[RECORDS SHOWN]
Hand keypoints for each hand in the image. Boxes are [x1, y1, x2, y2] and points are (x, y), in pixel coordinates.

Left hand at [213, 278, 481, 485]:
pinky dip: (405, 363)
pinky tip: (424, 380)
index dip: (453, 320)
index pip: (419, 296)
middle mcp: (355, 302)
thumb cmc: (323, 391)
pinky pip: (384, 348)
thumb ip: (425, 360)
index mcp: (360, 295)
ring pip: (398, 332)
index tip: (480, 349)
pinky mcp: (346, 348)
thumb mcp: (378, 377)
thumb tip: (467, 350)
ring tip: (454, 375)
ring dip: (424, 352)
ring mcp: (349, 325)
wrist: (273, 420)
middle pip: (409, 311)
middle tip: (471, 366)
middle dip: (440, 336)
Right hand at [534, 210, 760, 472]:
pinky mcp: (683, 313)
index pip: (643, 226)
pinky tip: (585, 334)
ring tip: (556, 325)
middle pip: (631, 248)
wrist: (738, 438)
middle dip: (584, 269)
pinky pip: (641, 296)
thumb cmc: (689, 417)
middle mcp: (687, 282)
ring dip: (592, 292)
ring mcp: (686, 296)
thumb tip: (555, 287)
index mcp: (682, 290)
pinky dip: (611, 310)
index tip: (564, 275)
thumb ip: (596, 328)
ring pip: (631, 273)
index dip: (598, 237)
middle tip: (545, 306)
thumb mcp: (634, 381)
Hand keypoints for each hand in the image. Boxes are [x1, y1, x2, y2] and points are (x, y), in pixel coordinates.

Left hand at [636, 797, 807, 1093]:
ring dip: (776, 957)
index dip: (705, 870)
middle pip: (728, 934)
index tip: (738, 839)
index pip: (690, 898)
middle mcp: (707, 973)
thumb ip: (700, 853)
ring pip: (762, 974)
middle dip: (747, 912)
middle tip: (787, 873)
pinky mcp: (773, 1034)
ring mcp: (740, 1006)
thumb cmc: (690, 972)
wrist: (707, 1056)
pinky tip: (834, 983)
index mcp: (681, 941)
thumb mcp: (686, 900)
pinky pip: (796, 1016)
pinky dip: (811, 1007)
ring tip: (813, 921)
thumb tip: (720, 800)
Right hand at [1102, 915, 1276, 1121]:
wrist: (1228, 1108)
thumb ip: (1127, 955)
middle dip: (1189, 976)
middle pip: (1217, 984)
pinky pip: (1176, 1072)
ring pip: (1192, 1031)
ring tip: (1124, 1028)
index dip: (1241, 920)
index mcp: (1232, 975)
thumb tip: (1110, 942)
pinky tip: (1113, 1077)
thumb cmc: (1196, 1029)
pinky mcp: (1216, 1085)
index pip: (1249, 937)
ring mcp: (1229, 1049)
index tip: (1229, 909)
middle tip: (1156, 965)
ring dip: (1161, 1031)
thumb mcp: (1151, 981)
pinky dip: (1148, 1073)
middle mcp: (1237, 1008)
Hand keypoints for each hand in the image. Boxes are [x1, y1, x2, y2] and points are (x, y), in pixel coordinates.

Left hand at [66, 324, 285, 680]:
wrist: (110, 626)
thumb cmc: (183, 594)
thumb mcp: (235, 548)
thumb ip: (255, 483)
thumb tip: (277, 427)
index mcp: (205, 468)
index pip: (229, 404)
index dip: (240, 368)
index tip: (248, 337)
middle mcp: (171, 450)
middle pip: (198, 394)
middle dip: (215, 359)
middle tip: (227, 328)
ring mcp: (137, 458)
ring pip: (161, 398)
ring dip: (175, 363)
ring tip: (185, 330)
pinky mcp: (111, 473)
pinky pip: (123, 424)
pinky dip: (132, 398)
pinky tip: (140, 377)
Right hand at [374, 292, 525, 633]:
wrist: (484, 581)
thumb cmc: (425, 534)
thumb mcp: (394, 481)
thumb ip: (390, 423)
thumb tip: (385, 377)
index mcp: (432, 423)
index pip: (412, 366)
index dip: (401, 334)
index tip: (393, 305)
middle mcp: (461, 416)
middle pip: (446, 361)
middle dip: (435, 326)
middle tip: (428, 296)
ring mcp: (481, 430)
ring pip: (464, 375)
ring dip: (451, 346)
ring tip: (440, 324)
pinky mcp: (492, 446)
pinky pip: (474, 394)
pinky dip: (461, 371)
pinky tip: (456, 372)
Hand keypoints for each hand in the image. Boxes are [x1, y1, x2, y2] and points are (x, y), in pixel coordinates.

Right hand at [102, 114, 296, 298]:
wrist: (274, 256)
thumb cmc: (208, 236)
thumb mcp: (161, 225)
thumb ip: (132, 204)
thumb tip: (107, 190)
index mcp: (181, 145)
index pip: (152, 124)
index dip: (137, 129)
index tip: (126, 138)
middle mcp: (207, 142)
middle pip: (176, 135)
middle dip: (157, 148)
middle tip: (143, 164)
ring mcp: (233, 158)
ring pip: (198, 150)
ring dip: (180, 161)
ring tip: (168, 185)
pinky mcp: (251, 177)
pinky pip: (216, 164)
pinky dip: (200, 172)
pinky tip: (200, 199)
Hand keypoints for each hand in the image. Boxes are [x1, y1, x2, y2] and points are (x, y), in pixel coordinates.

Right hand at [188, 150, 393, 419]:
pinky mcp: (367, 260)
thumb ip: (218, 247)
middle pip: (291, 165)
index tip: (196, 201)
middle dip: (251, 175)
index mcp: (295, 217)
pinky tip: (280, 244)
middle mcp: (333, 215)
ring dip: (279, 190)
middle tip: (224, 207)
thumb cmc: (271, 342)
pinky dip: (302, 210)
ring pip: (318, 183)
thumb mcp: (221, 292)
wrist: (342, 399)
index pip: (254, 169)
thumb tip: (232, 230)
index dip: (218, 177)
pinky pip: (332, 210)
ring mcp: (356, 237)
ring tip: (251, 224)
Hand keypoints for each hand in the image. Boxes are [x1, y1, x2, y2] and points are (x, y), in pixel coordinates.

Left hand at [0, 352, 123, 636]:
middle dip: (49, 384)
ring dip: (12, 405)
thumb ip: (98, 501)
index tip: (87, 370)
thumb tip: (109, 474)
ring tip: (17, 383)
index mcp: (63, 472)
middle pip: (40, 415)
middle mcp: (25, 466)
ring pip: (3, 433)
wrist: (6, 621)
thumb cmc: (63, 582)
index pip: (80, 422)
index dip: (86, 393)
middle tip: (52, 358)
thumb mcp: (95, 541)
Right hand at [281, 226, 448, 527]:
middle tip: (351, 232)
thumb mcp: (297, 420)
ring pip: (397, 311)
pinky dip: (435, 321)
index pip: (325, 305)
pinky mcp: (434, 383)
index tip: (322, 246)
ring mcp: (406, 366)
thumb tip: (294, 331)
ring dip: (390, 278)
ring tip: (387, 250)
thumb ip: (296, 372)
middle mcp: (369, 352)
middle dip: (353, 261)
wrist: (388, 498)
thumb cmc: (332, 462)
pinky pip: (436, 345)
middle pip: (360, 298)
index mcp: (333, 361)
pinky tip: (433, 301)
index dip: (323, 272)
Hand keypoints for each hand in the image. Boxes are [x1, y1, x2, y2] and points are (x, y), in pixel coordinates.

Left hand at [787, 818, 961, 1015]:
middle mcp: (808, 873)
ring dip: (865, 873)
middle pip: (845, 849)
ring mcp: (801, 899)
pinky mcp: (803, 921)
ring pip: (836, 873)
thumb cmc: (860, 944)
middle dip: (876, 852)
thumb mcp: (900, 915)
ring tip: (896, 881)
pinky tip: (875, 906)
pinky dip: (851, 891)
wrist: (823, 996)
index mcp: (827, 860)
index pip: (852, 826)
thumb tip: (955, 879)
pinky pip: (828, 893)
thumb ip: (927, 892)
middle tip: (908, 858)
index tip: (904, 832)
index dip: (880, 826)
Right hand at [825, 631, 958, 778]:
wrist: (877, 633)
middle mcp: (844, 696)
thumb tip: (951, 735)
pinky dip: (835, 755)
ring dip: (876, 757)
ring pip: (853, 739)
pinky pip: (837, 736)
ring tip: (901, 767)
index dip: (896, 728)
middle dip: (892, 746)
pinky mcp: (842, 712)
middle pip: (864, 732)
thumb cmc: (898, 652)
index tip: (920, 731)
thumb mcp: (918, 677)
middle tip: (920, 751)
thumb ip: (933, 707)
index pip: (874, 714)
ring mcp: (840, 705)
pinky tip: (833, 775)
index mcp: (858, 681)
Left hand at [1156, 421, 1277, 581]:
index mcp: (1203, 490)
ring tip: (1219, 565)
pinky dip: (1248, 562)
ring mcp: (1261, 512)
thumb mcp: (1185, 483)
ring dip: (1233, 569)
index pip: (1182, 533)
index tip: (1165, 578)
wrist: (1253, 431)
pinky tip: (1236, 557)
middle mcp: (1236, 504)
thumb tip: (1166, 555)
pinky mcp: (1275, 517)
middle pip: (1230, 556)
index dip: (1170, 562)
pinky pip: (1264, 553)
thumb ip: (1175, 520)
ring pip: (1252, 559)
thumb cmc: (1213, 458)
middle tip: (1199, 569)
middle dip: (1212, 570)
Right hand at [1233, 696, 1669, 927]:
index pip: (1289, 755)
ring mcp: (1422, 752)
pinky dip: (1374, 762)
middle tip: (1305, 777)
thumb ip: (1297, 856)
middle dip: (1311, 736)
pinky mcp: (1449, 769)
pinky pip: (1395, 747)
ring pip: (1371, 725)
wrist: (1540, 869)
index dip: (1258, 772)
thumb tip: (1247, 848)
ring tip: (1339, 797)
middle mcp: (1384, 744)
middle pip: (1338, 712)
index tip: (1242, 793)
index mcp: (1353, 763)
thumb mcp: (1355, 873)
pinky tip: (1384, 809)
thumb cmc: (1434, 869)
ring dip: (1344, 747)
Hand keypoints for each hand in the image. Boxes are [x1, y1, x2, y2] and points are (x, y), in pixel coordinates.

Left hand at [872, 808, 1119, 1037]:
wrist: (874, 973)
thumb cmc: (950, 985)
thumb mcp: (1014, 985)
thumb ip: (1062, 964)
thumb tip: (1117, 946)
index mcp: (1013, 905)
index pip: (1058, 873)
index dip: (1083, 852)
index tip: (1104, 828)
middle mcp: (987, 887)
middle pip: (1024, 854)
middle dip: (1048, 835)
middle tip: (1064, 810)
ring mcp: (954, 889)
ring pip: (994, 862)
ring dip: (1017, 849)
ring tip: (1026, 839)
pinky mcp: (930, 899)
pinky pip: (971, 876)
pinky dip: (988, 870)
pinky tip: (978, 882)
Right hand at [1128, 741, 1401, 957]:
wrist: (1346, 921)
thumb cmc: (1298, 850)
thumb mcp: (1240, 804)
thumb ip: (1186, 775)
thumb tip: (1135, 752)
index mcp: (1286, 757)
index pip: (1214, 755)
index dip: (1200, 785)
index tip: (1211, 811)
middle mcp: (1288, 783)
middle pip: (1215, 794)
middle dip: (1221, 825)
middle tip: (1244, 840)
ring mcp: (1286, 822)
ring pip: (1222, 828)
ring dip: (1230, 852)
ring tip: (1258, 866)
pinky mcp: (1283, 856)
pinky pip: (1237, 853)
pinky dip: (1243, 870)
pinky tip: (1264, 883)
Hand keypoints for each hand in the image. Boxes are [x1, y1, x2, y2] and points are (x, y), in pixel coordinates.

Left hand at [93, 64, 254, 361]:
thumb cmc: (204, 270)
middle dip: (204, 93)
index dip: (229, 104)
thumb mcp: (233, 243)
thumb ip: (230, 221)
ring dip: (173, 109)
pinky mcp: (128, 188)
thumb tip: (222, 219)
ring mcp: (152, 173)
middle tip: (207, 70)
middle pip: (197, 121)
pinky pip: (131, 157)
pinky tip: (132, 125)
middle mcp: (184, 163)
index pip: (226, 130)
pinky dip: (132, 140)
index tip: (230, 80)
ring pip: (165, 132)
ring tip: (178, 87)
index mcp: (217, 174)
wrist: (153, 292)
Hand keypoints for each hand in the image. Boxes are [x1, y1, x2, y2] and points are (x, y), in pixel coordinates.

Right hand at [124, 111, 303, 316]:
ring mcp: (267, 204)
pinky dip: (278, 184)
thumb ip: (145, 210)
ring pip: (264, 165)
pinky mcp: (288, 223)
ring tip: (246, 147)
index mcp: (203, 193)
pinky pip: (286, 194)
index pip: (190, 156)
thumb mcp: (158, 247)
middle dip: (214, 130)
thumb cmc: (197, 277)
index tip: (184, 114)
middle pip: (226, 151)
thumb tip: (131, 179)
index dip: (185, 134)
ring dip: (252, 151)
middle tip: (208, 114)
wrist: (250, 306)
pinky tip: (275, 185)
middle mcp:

[TASK TO CARRY OUT]
Using the records above, copy word for word the line with "ring dip: (592, 292)", the line with "middle dip: (747, 912)", and every line between them.

[EXPECTED ANSWER]
ring dip: (592, 292)
ring mcp: (686, 296)
thumb tip: (555, 287)
index mcp: (682, 290)
pinky dip: (611, 310)
index tip: (564, 275)
thumb ip: (596, 328)
ring pip: (631, 273)
index dip: (598, 237)
middle tip: (545, 306)
thumb mcp: (634, 381)
Hand keypoints for each hand in the image. Boxes are [x1, y1, x2, y2] and points are (x, y), in pixel coordinates.

Left hand at [636, 797, 807, 1093]:
ring dip: (776, 957)
index dip: (705, 870)
middle pip: (728, 934)
index tip: (738, 839)
index pip: (690, 898)
middle mcp: (707, 973)
thumb ip: (700, 853)
ring pip: (762, 974)
middle dip: (747, 912)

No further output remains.